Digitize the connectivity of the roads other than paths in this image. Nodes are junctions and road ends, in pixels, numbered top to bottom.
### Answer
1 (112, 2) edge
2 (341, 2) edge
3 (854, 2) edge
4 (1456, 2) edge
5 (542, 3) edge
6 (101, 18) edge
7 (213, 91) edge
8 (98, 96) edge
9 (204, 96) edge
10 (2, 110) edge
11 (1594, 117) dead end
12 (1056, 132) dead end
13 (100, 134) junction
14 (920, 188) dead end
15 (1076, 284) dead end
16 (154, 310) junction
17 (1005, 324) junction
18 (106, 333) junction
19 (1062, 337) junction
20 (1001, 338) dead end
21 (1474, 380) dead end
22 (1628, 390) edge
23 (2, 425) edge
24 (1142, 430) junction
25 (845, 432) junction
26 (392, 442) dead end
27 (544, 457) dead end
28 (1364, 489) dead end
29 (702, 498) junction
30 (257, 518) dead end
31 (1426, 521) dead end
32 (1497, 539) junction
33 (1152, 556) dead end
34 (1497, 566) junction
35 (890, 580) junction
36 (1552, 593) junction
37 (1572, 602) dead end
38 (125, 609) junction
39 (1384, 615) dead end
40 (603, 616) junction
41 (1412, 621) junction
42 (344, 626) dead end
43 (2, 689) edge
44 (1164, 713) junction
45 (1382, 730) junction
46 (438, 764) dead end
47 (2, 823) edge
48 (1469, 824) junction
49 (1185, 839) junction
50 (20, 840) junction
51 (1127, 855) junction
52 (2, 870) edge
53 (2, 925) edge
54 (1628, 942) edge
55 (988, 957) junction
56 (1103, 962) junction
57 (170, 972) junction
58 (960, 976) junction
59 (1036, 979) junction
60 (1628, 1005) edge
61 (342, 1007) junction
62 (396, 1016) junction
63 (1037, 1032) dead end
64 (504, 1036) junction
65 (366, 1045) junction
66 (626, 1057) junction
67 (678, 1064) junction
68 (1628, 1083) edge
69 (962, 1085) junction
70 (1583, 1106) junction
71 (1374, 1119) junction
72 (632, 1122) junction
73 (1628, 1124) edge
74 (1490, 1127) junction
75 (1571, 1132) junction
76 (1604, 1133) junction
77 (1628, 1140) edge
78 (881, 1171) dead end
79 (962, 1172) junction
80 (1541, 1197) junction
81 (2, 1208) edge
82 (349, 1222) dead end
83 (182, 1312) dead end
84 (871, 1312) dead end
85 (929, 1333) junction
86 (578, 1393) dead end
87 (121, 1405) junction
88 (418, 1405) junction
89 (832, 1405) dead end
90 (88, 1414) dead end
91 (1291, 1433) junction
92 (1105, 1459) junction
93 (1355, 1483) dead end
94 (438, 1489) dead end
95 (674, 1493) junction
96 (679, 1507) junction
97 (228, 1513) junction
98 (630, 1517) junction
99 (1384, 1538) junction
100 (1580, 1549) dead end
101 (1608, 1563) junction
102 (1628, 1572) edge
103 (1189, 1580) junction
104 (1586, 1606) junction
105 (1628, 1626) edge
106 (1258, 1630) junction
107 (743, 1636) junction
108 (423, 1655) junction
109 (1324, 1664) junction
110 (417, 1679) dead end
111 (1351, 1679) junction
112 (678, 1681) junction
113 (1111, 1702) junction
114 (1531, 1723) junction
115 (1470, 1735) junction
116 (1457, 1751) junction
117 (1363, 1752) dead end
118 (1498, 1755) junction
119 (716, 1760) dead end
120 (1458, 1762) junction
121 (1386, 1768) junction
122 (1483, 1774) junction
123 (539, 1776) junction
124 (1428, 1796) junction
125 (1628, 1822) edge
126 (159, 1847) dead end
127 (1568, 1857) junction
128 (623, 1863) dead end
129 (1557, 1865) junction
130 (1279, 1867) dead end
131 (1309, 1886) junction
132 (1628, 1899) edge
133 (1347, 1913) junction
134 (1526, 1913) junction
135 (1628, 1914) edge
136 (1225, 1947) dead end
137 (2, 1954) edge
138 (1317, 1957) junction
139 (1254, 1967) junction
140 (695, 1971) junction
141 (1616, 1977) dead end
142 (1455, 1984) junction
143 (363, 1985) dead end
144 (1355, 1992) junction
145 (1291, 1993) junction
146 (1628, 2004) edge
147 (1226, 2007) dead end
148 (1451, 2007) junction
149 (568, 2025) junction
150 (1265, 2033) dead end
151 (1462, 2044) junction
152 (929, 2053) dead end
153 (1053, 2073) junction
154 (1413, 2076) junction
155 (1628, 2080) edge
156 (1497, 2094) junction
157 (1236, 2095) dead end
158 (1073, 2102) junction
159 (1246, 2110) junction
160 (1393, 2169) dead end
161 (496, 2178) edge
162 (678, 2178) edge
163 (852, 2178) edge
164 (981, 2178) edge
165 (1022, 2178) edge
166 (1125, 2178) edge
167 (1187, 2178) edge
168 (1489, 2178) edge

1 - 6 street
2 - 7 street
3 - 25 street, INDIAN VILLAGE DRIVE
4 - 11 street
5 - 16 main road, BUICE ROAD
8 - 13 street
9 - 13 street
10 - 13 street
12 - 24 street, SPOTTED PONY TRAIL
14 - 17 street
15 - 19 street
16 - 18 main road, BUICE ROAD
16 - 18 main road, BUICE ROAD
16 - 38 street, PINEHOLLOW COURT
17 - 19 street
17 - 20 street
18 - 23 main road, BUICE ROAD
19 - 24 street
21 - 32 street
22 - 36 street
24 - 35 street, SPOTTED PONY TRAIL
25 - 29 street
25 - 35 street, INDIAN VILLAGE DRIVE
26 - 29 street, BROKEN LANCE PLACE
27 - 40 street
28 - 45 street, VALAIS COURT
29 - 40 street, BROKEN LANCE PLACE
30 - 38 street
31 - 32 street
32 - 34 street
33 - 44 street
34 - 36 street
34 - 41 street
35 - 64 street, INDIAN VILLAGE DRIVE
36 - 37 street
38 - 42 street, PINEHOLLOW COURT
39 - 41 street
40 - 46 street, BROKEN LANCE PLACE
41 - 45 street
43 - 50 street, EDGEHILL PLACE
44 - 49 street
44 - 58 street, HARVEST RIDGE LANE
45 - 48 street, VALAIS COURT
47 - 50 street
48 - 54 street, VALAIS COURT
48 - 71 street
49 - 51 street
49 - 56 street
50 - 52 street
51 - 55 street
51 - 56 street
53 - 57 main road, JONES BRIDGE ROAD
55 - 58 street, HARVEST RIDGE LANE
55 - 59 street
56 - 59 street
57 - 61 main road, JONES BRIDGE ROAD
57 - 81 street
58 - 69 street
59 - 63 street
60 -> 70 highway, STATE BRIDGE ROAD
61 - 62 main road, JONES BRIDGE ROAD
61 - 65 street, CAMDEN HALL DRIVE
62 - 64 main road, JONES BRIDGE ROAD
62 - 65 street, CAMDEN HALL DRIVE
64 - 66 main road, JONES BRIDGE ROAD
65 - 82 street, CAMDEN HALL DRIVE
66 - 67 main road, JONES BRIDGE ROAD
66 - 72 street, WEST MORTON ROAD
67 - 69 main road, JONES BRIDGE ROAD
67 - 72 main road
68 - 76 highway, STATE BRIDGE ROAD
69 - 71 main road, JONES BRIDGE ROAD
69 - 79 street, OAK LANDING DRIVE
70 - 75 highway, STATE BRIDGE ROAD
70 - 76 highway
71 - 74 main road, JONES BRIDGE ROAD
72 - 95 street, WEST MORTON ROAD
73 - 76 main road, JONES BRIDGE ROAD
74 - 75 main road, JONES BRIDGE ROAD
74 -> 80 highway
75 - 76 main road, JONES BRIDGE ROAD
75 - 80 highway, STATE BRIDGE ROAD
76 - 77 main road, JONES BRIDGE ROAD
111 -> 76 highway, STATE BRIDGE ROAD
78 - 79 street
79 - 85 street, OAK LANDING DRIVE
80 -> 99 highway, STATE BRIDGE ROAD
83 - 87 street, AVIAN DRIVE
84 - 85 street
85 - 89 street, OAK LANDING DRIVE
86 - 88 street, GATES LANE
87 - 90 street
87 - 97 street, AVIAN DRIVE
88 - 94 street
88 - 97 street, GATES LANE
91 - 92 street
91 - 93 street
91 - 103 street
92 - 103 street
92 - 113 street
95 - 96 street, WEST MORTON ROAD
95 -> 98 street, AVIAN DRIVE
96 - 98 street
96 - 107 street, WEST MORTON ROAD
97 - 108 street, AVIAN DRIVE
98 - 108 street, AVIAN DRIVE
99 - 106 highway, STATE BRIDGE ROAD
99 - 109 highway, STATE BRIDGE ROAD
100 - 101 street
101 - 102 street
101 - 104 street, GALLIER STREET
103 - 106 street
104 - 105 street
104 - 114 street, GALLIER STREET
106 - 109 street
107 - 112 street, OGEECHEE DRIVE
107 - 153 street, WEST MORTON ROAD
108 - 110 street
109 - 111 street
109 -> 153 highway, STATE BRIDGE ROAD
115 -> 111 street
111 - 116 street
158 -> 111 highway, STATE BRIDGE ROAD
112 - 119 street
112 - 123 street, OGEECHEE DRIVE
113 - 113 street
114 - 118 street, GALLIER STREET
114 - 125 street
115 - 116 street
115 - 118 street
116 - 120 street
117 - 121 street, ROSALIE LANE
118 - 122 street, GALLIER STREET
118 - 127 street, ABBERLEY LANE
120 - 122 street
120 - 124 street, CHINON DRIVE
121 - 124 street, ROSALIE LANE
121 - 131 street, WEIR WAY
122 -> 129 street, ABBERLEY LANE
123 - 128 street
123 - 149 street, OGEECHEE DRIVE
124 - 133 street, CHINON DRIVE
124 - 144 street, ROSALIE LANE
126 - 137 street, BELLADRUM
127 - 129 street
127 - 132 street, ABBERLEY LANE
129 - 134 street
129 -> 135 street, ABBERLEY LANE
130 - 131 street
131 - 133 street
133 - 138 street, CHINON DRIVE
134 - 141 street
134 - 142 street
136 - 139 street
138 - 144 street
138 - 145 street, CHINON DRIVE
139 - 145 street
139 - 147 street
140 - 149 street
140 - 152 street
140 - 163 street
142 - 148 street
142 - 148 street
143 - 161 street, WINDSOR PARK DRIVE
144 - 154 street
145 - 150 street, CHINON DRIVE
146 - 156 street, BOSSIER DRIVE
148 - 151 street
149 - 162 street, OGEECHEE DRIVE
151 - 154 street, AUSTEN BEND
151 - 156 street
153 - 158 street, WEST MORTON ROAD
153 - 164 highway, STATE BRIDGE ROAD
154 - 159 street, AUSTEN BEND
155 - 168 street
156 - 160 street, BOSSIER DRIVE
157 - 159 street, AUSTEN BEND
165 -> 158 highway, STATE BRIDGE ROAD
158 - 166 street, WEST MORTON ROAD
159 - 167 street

=-=-=

■ **DIRECTIONS FOR THIS TASK**: Within the material, find all lines that hold the word "CHINON" and show them.

■ **RESULT**:
120 - 124 street, CHINON DRIVE
124 - 133 street, CHINON DRIVE
133 - 138 street, CHINON DRIVE
138 - 145 street, CHINON DRIVE
145 - 150 street, CHINON DRIVE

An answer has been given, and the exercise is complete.